-- YOUR ASSIGNMENT --
Transcribe all of the records word for word, but omit the pictures.

-- DATA FOR THIS EXERCISE --
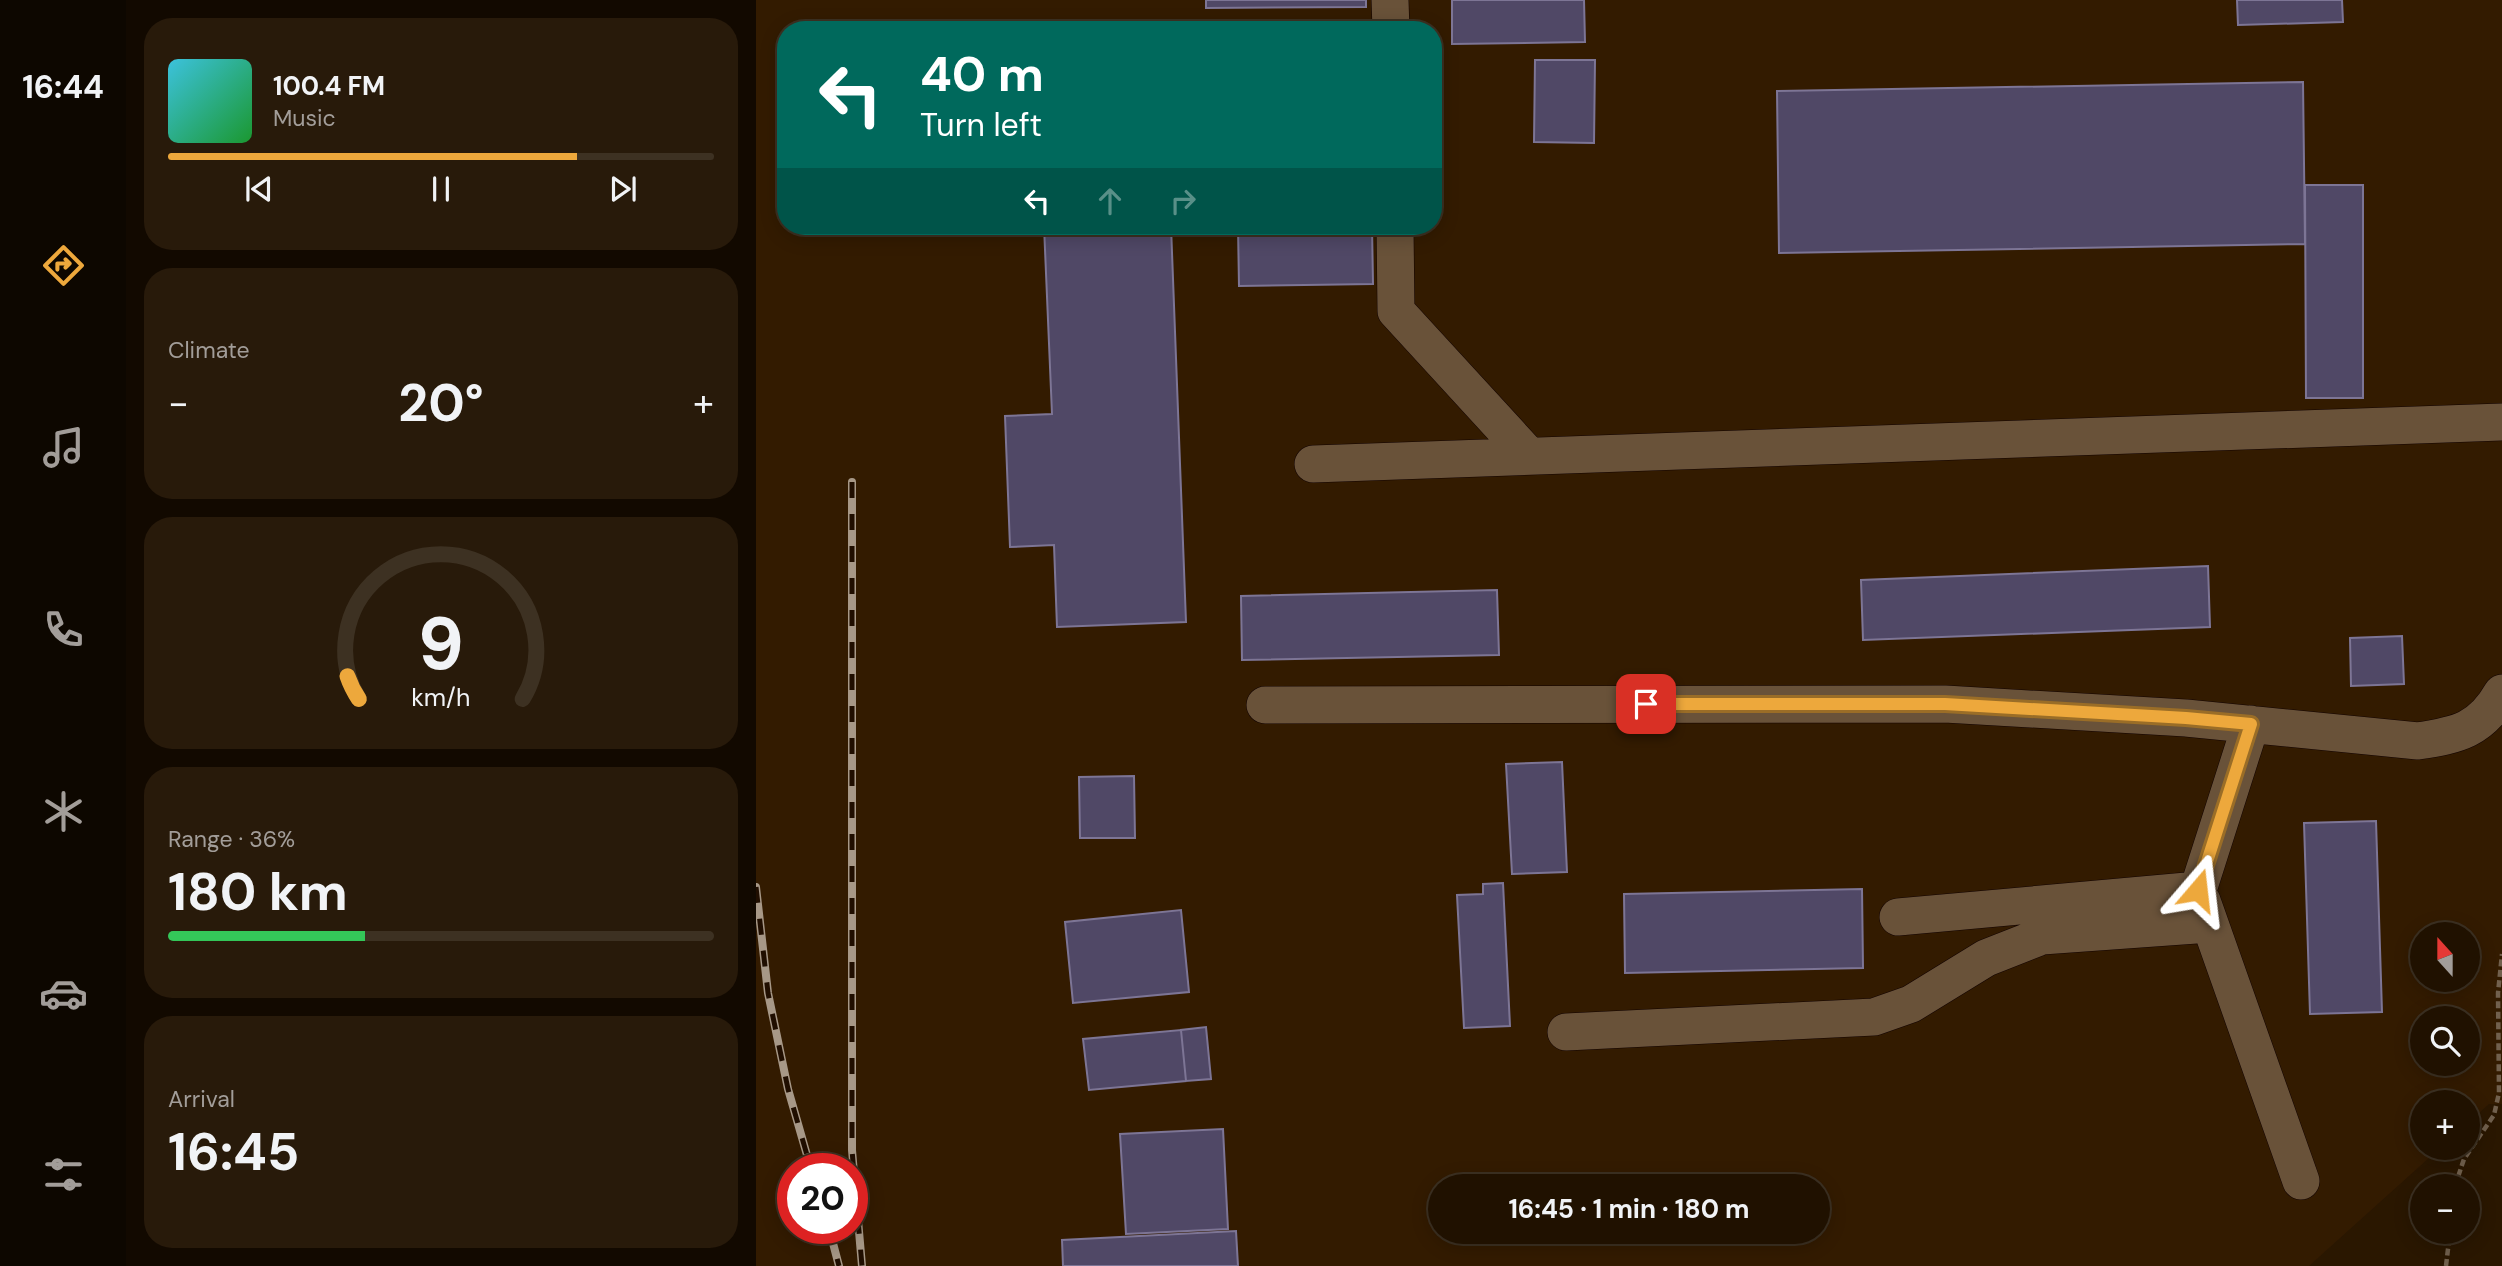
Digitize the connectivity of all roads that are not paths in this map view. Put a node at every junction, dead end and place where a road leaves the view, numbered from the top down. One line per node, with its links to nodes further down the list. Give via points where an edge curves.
1 (1390, 0): 2 (lane)
2 (1391, 21)
3 (1395, 235): 5 (lane, via 1396,311)
4 (2502, 422): 5 (lane)
5 (1529, 456): 6 (lane)
6 (1313, 464)
7 (2502, 693): 9 (lane, via 2476,725 2452,736 2418,741)
8 (1265, 705): 9 (lane, via 1945,704)
9 (2251, 724): 10 (lane)
10 (2198, 890): 11 (lane); 12 (lane)
11 (1898, 917)
12 (2210, 924): 13 (lane, via 2042,936 1986,958 1911,1004 1874,1017); 14 (lane)
13 (1566, 1032)
14 (2301, 1181)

-- WRITTEN SOLUTION --
Digitize the connectivity of all roads that are not paths in this map view. Put a node at every junction, dead end and place where a road leaves the view, numbered from the top down. One line per node, with its links to nodes further down the list. Give via points where an edge curves.
1 (1390, 0): 2 (lane)
2 (1391, 21)
3 (1395, 235): 5 (lane, via 1396,311)
4 (2502, 422): 5 (lane)
5 (1529, 456): 6 (lane)
6 (1313, 464)
7 (2502, 693): 9 (lane, via 2476,725 2452,736 2418,741)
8 (1265, 705): 9 (lane, via 1945,704)
9 (2251, 724): 10 (lane)
10 (2198, 890): 11 (lane); 12 (lane)
11 (1898, 917)
12 (2210, 924): 13 (lane, via 2042,936 1986,958 1911,1004 1874,1017); 14 (lane)
13 (1566, 1032)
14 (2301, 1181)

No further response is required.